The Army’s high-level headquarters structure is at once redundant and undermanned, the study argues. Currently, five geographical combatant commands boast an Army Service Component Command (ASCC), aka a “theater army,” that handles day-to-day administrative duties and would require reinforcement to manage a major operation. Alternatively, a corps headquarters — a pure-bred operational HQ — could deploy to run the war, but the Army only has three, none of them located anywhere near a potential warzone: I Corps is in Washington State, III Corps in Texas, and XVIII Airborne Corps in North Carolina.

What’s worse, both the theater armies and the corps are undermanned and being cut further. “The reality is, none of them right now have the operational capacity to do [a major operation] because we’re cutting personnel out of them,” said report co-author Col. Kevin McAninch, speaking at AEI.

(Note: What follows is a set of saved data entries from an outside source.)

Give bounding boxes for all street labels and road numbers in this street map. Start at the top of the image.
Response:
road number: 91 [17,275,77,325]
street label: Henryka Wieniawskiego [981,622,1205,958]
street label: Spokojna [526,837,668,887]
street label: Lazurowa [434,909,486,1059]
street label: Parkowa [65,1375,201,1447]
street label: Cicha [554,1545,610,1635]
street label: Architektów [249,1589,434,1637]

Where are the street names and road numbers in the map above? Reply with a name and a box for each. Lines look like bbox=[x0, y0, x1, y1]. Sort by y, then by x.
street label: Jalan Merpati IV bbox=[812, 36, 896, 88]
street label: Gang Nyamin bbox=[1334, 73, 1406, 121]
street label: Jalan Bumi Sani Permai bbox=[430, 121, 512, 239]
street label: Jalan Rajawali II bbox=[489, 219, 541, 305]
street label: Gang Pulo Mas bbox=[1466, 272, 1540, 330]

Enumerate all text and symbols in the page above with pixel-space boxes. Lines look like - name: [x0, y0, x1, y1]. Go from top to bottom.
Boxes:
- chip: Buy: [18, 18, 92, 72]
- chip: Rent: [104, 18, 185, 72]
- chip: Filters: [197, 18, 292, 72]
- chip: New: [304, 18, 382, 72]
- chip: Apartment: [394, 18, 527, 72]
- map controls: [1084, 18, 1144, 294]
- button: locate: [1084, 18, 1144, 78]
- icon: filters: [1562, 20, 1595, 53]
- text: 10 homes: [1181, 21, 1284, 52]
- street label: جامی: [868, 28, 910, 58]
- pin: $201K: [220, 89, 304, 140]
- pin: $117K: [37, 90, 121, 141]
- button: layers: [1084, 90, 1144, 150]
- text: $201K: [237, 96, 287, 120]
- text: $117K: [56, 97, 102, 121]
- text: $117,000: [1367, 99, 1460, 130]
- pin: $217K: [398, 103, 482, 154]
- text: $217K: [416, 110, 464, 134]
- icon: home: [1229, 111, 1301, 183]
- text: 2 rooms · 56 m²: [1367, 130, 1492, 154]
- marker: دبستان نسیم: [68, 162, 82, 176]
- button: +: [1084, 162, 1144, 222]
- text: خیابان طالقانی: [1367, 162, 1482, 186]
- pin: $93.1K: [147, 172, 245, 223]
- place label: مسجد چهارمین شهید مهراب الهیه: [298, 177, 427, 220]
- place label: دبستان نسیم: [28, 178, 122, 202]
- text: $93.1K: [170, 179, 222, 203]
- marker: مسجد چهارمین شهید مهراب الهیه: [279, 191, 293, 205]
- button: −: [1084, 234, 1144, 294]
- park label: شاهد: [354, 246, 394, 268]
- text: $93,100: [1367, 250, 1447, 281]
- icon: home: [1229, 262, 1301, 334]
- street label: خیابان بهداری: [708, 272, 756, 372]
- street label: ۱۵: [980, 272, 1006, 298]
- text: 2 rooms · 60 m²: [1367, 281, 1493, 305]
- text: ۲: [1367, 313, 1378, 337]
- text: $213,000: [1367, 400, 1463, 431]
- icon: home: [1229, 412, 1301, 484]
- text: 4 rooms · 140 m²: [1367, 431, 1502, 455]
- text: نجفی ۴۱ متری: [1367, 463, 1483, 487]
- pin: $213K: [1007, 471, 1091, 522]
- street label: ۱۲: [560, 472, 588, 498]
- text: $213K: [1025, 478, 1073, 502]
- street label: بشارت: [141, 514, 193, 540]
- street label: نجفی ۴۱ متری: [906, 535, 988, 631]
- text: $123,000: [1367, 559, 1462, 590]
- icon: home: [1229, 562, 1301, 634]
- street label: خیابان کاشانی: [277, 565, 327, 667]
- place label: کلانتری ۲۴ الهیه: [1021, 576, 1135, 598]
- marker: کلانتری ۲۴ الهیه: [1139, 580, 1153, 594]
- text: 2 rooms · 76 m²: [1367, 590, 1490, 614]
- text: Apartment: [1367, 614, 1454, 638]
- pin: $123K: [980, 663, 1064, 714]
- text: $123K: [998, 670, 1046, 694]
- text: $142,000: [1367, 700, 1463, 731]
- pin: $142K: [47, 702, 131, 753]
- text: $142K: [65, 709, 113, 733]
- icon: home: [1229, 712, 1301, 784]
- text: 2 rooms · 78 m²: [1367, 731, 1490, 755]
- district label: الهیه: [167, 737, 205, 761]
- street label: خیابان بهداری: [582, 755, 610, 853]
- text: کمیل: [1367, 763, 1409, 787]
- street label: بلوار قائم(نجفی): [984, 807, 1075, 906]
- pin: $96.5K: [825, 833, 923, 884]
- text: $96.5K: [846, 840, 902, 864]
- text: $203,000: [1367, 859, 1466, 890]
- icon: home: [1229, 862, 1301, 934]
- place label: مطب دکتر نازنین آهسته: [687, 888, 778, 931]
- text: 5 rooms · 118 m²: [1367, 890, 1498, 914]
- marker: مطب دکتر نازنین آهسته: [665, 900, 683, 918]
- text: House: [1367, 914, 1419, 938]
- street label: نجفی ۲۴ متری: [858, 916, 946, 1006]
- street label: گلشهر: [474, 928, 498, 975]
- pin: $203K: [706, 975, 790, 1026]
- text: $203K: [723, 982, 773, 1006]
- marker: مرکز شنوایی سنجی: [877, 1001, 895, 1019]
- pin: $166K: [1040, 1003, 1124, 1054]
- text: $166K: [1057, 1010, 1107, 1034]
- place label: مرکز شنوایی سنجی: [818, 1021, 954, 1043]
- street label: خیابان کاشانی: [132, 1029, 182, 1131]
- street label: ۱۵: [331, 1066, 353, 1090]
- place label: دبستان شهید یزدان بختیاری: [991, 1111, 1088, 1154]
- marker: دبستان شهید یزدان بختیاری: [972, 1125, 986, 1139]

“Today the combatant command requirement [worldwide] in all the operational plans is for five corps headquarters if we had multiple simultaneous fights. We currently have three,” McAninch said. “Those three are in the process of undergoing a 20 percent personnel cut.”

“We have [five] Army Service Component Command headquarters out in the force,” he continued, “[but] years ago, the decision was made to take operational command posts out of each one of those headquarters, so in essence they can’t fight either.”

So, why not consolidate our eight inadequate HQs into five adequate ones? The current operations-focused corps organization is a better model for these new HQs than the administratively-focused theater armies, the authors say thank yo, so they should be called corps.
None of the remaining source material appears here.